Commissioner Bud Selig has created a 14-member committee to consider all on-field issues, which some are calling the MLB version of the NFL's Competition Committee. It looks like this committee is a response to the call for instant replay after the poor umpiring during the playoffs. But others say it could possibly mean that MLB will finally settle the decision on the DH.

Baseball has had one league with the DH and one with the pitcher hitting for 34  years now. There's always a cry from some that baseball must finally make up its mind! And every few years the issue gets a lot of media attention with columns for the DH and against the DH. But you rarely see a column saying this:  baseball is great as it is.

That's my take. I love how one league has the DH and one doesn't. There are pluses and minuses of baseball with the DH and without. It's fun watching that rare pitcher who can hit (Dontrelle Willis, Micah Owings, etc). The strategy behind the double-switch adds a great element to the game. But the DH reduces the number of worthless at bats by pitchers who can't hit. And for every late-inning tough decision about when to pull a pitcher for a pinch hitter, there are thousands more mindless and routine decisions. Bill James made the case that there's actually more decision making with the DH:

"I'm not an advocate of the Designated Hitter Rule; I'm only an advocate of seeing the truth and telling the truth. What the truth comes down to here is a question of in what does strategy reside? Does strategy exist in the act of bunting? If so the Designated Hitter Rule has reduced strategy. But if strategy exists in the decision about when a bunt should be used, then the DH rule has increased the differences of opinion which exist about that question, and thus increased strategy...[the research shows] that there is more of a difference of opinion, not less, in the American League." - Bill James in The Bill James Historical Baseball Abstract (1986) [quote courtesy of Baseball Almanac].

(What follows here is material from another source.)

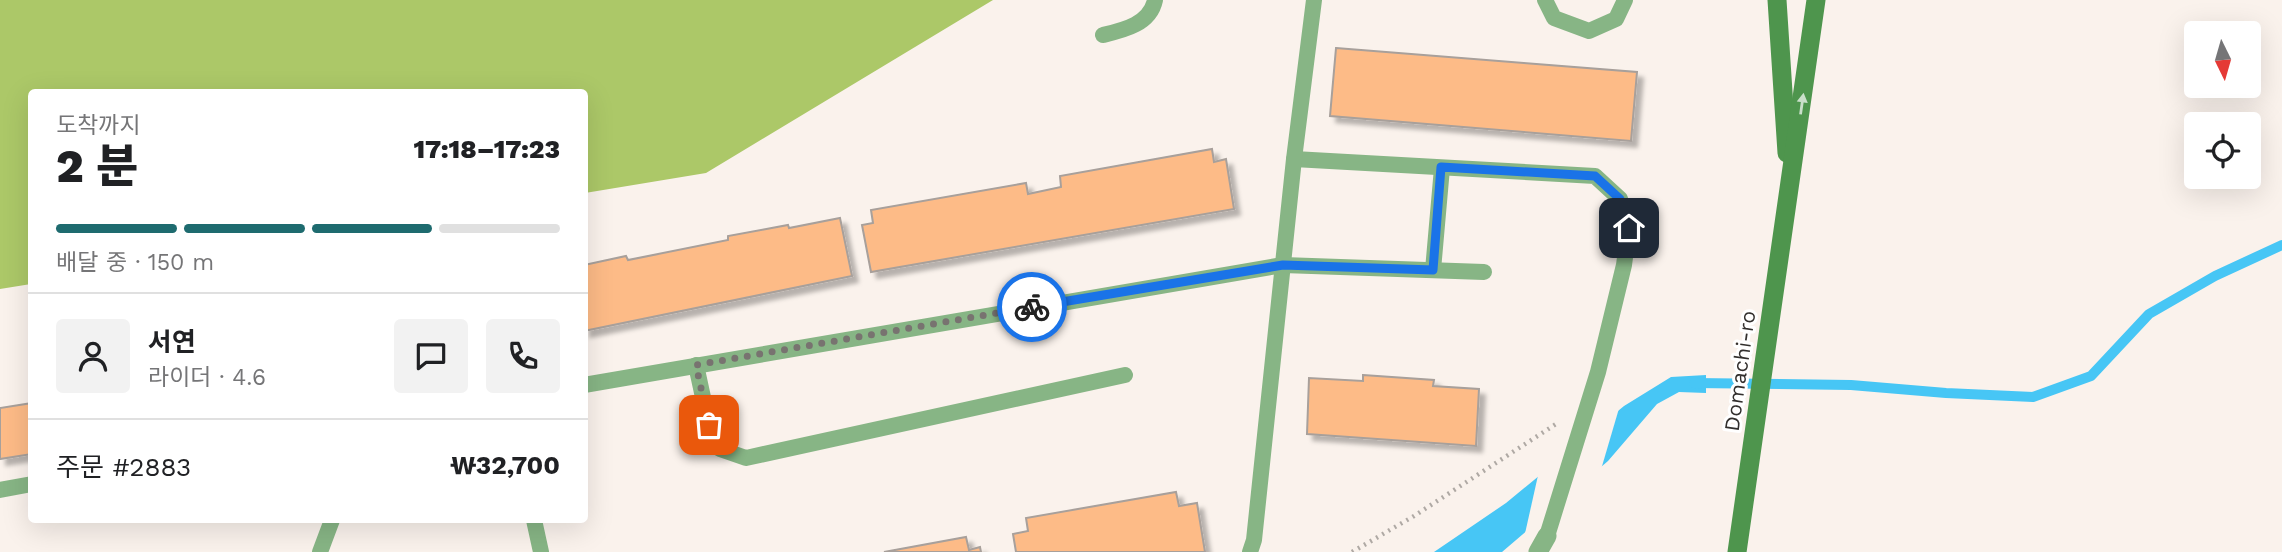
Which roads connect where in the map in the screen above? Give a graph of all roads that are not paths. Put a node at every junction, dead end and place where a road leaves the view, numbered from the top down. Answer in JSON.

And in the larger context, one of the things that gives baseball an advantage over other sports is that we get to see teams and players in different conditions. All ballparks are different. I'm a big fan of when an AL or NL team has to adjust in the World Series by the change of the DH rule in ballparks - or in interleague play. All of the other leagues have moved to a cookie-cutter format where the courts, field or ice (the NHL used to be much more interesting when rink sizes could vary) are all the same.

So the DH debate looks set to rage again with the formation of Selig's new committee. We'll see tons of pro-and anti-DH articles. Let me be one of the few who says .. I love it just the way it is.